A new type of gene therapy that transforms cells in the liver into insulin-producing cells can temporarily cure diabetes, say researchers from Baylor College of Medicine in Houston, Texas. Dr Lawrence Chan and colleagues injected diabetic mice with a gene called NeuroD coupled with another gene that produces a hormone that stimulates the growth of islet cells.

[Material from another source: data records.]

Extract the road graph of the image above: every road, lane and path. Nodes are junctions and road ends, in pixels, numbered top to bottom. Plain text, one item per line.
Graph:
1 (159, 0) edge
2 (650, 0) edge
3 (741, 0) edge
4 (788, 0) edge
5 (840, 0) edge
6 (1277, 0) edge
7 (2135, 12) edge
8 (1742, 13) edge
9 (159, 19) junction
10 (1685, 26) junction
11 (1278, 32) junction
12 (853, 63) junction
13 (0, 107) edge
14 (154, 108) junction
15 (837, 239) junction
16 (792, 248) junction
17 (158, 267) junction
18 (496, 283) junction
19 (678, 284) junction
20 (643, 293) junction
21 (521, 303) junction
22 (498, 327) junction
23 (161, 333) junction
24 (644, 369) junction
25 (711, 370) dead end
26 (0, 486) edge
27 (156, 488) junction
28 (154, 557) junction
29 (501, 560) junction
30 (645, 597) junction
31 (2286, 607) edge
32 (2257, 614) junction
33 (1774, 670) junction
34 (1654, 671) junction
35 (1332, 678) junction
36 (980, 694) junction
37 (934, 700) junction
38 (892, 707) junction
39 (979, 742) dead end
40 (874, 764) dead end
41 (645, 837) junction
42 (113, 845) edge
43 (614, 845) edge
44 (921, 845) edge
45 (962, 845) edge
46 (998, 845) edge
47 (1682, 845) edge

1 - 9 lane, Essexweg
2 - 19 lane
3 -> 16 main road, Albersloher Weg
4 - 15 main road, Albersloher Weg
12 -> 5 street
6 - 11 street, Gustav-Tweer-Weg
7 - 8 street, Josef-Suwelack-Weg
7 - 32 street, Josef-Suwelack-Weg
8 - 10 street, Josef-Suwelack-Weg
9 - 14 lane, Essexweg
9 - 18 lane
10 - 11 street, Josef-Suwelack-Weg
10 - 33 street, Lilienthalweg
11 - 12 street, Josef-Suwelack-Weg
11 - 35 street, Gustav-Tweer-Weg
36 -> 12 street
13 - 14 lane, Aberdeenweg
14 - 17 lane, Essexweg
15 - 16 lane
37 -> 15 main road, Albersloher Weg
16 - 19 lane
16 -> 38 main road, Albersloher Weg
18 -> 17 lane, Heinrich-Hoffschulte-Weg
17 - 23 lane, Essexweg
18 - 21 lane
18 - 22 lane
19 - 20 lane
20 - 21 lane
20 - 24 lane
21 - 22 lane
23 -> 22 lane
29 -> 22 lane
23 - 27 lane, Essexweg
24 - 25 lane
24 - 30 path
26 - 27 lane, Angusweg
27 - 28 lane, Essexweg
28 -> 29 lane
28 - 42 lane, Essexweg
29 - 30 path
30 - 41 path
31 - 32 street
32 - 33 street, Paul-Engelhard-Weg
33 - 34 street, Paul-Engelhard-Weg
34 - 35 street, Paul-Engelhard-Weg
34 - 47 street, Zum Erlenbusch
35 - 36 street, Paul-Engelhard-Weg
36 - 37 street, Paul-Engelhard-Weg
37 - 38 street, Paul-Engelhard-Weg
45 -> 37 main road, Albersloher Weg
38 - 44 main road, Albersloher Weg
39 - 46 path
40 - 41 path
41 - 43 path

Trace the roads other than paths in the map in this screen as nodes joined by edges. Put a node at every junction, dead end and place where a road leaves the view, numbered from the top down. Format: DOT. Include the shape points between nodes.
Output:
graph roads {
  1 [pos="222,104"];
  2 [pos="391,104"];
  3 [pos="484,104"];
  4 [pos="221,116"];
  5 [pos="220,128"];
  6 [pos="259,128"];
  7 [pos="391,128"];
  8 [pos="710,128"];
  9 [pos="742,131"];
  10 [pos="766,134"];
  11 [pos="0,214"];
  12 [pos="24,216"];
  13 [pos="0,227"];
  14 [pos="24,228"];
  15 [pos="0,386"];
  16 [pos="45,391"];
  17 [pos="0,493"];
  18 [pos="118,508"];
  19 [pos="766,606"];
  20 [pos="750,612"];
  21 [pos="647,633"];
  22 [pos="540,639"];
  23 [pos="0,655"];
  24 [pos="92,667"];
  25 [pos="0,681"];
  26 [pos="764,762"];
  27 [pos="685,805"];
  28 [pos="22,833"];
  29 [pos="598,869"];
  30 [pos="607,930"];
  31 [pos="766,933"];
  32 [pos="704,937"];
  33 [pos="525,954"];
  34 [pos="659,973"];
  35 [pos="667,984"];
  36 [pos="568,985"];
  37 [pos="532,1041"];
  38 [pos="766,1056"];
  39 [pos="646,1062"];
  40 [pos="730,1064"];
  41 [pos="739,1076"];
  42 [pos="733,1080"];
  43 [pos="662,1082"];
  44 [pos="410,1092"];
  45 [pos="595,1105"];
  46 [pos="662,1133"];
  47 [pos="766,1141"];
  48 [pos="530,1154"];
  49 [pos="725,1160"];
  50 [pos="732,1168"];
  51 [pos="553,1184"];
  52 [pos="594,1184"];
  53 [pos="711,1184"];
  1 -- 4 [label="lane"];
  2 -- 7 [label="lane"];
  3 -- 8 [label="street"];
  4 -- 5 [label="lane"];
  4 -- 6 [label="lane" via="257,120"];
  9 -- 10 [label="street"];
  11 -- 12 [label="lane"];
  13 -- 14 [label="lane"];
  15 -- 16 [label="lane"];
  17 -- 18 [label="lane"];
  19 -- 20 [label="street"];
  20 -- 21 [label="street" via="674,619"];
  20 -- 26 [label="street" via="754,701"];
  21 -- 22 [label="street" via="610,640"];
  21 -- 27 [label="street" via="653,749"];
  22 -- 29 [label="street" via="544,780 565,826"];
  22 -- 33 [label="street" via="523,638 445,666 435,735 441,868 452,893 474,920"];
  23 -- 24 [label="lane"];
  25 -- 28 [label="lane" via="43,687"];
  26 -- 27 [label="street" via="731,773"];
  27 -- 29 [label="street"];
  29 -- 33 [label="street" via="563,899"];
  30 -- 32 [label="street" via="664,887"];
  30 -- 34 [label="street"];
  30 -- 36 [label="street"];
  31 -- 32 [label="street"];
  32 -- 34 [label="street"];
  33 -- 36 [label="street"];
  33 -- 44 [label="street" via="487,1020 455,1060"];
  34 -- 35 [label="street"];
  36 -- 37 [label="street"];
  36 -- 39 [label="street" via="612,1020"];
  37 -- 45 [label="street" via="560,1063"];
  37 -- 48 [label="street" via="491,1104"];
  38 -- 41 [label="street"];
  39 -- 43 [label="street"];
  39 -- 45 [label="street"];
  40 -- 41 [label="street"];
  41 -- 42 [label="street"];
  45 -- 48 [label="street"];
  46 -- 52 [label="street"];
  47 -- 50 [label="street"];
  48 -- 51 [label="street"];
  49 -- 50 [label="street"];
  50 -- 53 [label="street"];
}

A new type of gene therapy that transforms cells in the liver into insulin-producing cells can temporarily cure diabetes, say researchers from Baylor College of Medicine in Houston, Texas. Dr Lawrence Chan and colleagues injected diabetic mice with a gene called NeuroD coupled with another gene that produces a hormone that stimulates the growth of islet cells. Together, the gene and the hormone converted liver cells into islets - clusters of pancreatic cells that contain insulin-producing beta cells. Results showed that diabetes was completely cured in the mice for 120 days or longer after they were given the gene therapy. The next step for Chan and his colleagues is to find out whether or not the procedure is safe in humans, if so Chan believes that it could be used to treat both type I and type II diabetes. He also suggests that the technique may also make it possible to give patients islet cell transplants with cells generated from their own liver cells, thus removing the need for performing gene therapy on the patient. To do this doctors would extract cells from the diabetic patient, treat them with the NeuroD gene until they transformed into islet cells, and then transplant them back into the patient.

SOURCE/REFERENCE: Nature Medicine 2003;10.1038/nm.
Published online before print 21st April 2003.